First, the words that Jesus made all goods clean ("purging all meats" in the KJV and old RC DRB, and "Thus he declared all foods clean" in the RC NAB) come from just 3 words, "katharizō pas brōma," which contextually refer to what happens to food after it goes into a person, "Because it entereth not into his heart, but into the belly, and goeth out into the draught, purging all meats? (Mark 7:19) with the point being food it cannot morally defile him,
This is actually made clearer by the vision of Peter in Acts and the words of Paul, yet the effects of what one ingests can make one sinful.
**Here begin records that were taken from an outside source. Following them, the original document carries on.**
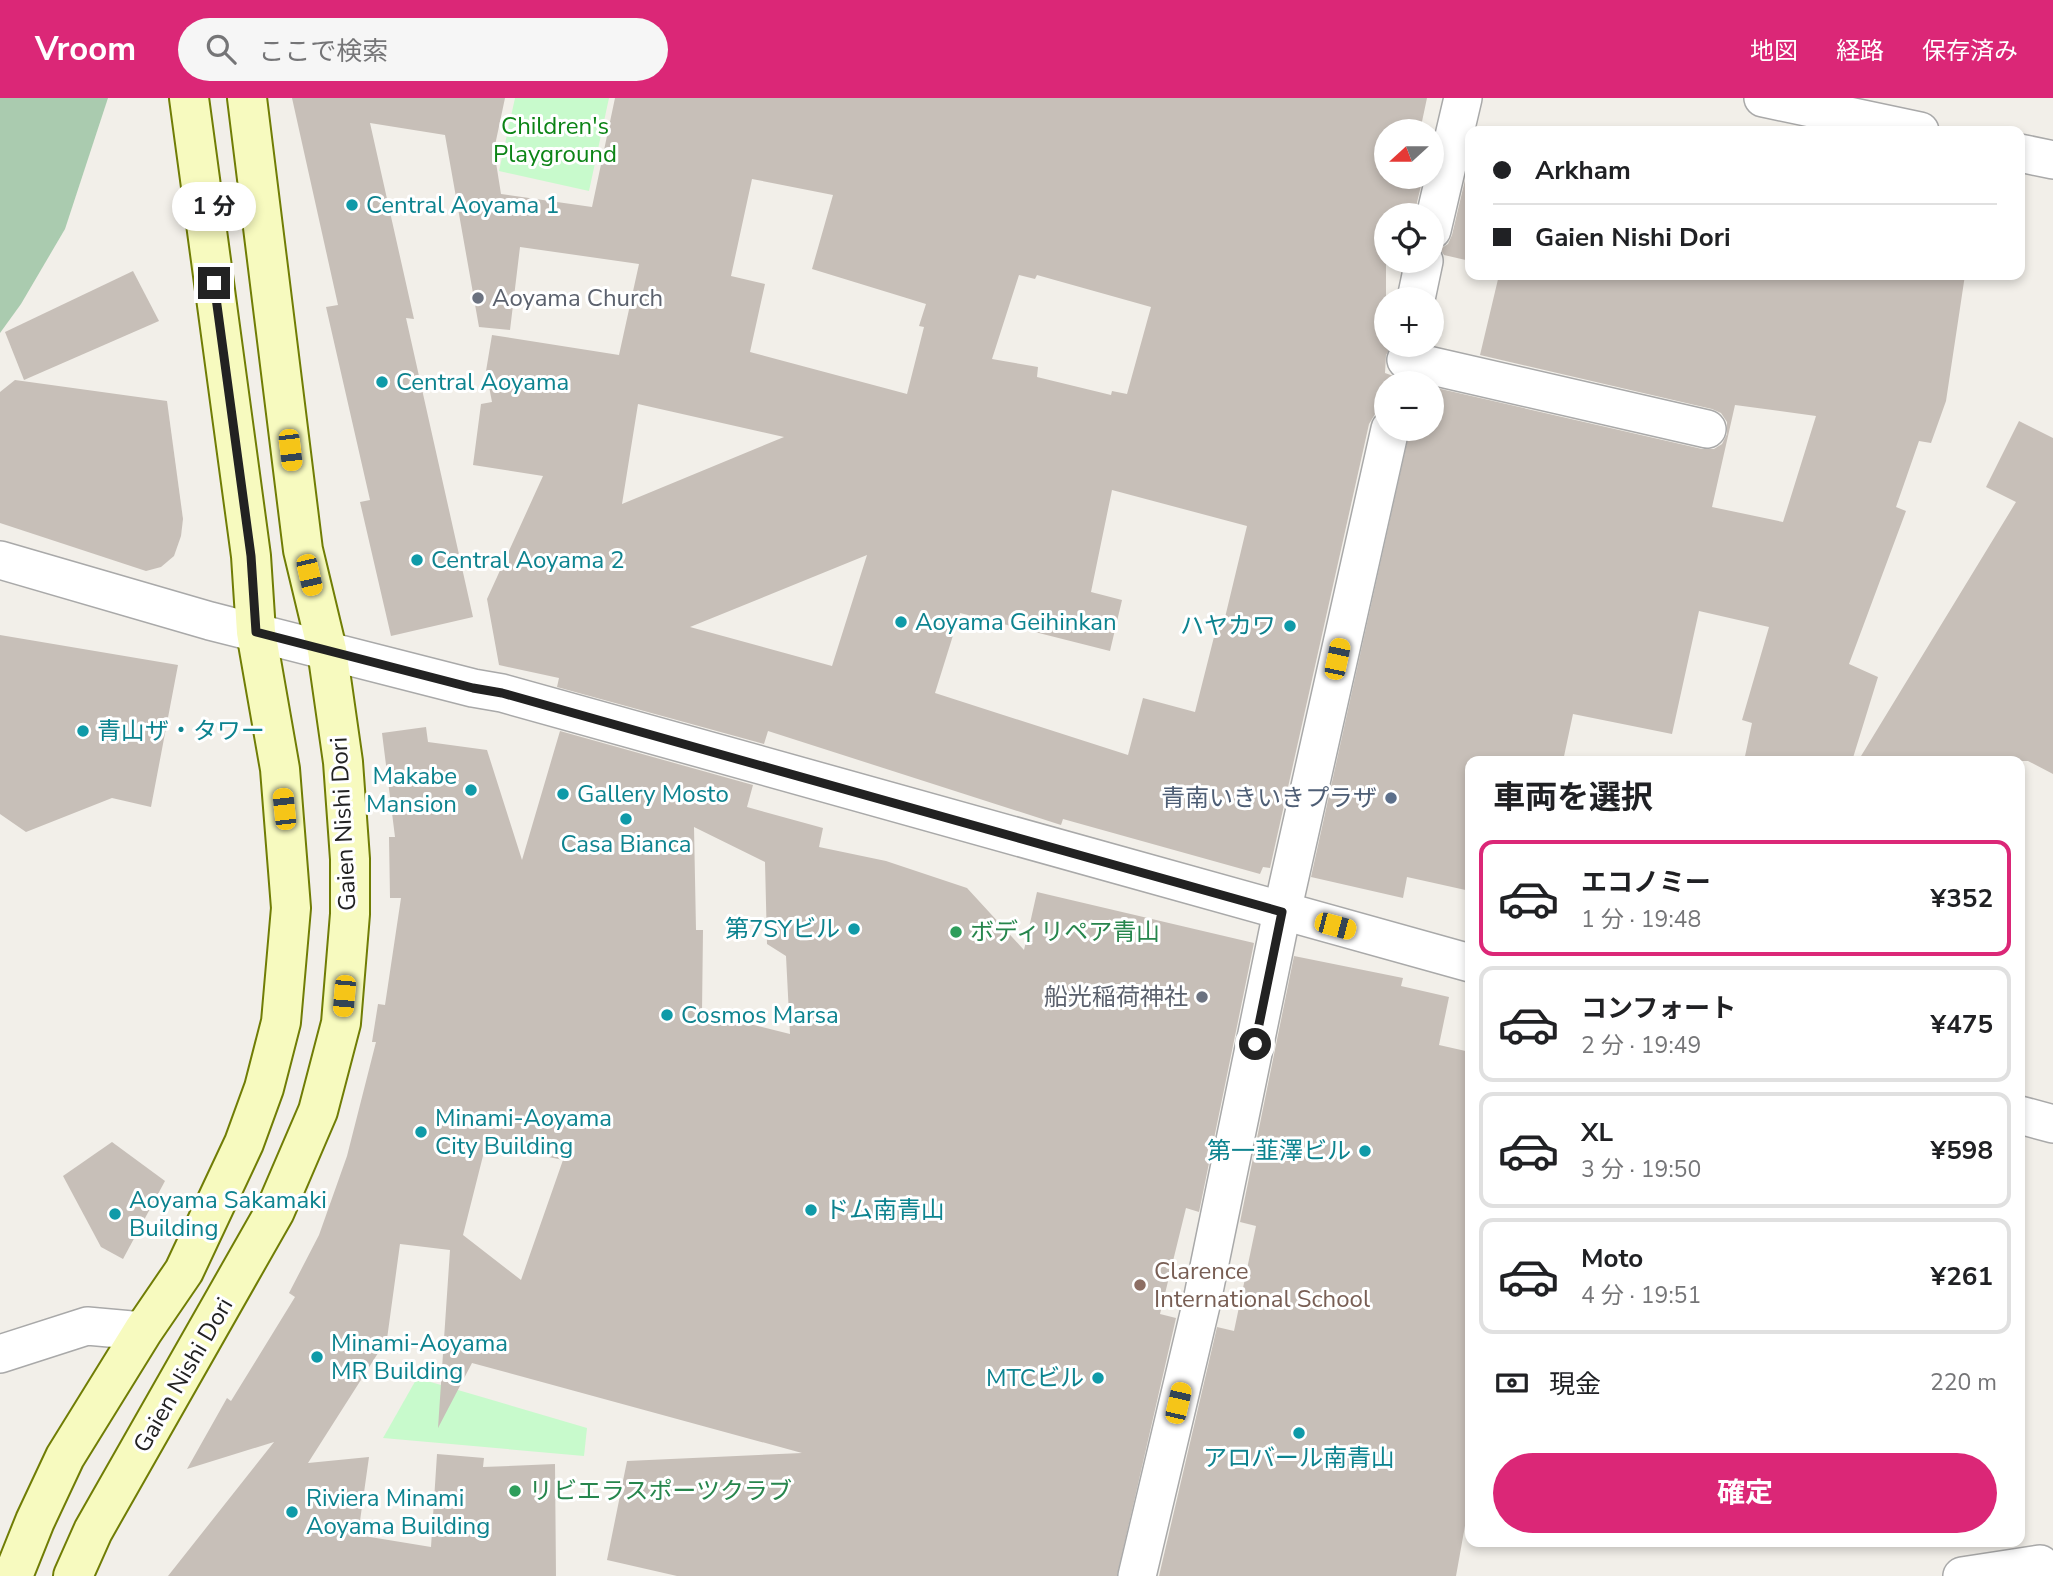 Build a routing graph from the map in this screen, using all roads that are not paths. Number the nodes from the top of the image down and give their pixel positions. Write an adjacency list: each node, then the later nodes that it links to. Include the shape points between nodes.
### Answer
1 (189, 98): 7 (main road)
2 (247, 98): 6 (main road, Gaien Nishi Dori)
3 (1463, 98): 10 (street)
4 (1763, 98): 5 (street)
5 (1896, 126)
6 (252, 147): 7 (main road); 16 (main road, Gaien Nishi Dori, via 303,550)
7 (196, 153): 15 (main road, via 251,556)
8 (2025, 153): 9 (street)
9 (2053, 160)
10 (1438, 203)
11 (1405, 363): 12 (street)
12 (1707, 429)
13 (1387, 441): 17 (street)
14 (0, 560): 15 (street)
15 (256, 632): 16 (street); 21 (main road, via 280,769 291,908 281,1022 244,1143 184,1271)
16 (327, 650): 17 (street, via 515,696); 25 (main road, Gaien Nishi Dori, via 343,762 351,859 350,914 341,1023 318,1111 275,1211 93,1531)
17 (1282, 912): 18 (street); 26 (street, via 1202,1301)
18 (1465, 962)
19 (2025, 1117): 20 (street)
20 (2053, 1125)
21 (143, 1331): 22 (street, via 87,1326); 24 (main road, via 65,1457)
22 (0, 1354)
23 (2043, 1560): 27 (street)
24 (13, 1576)
25 (73, 1576)
26 (1137, 1576)
27 (1962, 1576)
However, whether something is not itself sinful is not the only factor that can make it lawful to engage in, for there is also the consideration of others, in which the law of Christ to do unto others.. comers into play. If someone is fasting it is may be wrong for me to eat a tempting meal before them, and likewise if i am trying to convert kosher Jews or Muslims it would not be considerate to use my liberty to eat pork in front of them and unnecessarily offend them in this area of personal liberty, unless perhaps this kept me from converting some Poles. I
And the context of Acts 15 is that of the church not being fearful, for by Acts 8 the believers went everywhere preaching the gospel even being imprisoned, etc., but contrary to those who arrogantly assert their stand on Christian liberty, neither were they inconsiderate of the culture they were in or dumb.
Thus even if the prohibition was against "blood sausage" offered to idols, it was neither needful, considerate or wise to turn the already denigrated Gentiles loose to violate a capital law of the ceremonial code. If i were a drinker, I would not go to dry town and openly indulge while trying to convert devout teetotalers. Maybe you would, all the while asserting how bound up they were.
Moreover, it not said or inferred that abstaining from "blood" referred to this being anything offered to idols, and which would be sinful if being part of their dedicatory feasts, as described in 1Co. 10, which forbids it.
And as regards what you take to be your doctrinal rule (besides the prelates of your church and above all, what your you claim to hear from God) there is nothing in the gospels mentioning meat offered to idols, while the angel of the Lord in Revelation only condemns it. (Revelation 2:14,20)
In addition, once again you can hardly claim to be a faithful Catholic (though the Quakers would be different), for far from your church considering Acts 15 to be a bunch of apostles being ultimately trapped by tradition and fear, pronouncing fake laws contrary to God's direct words and habit, they hold this to be the first infallible ecumenical council (though it was James who actually provided the
Scripturally substantiated final judgment).
Nor is this judgment set down as a permanent decree as regards diet, but one that was a matter of discipline (which status is also what Catholicism teaches).
Thus contrary to some vainly puffed up by their fleshly minds, (Colossians 2:18) in contrast the apostles were lead by the only wise God, rightly discerning His working and the Scriptural basis for it, and affirming gospel Truth, and in the interest of evangelism without compromise issuing a judgment as re. diet of cultural consideration. Yet some others see "from blood" as referring to murder, innocent blood.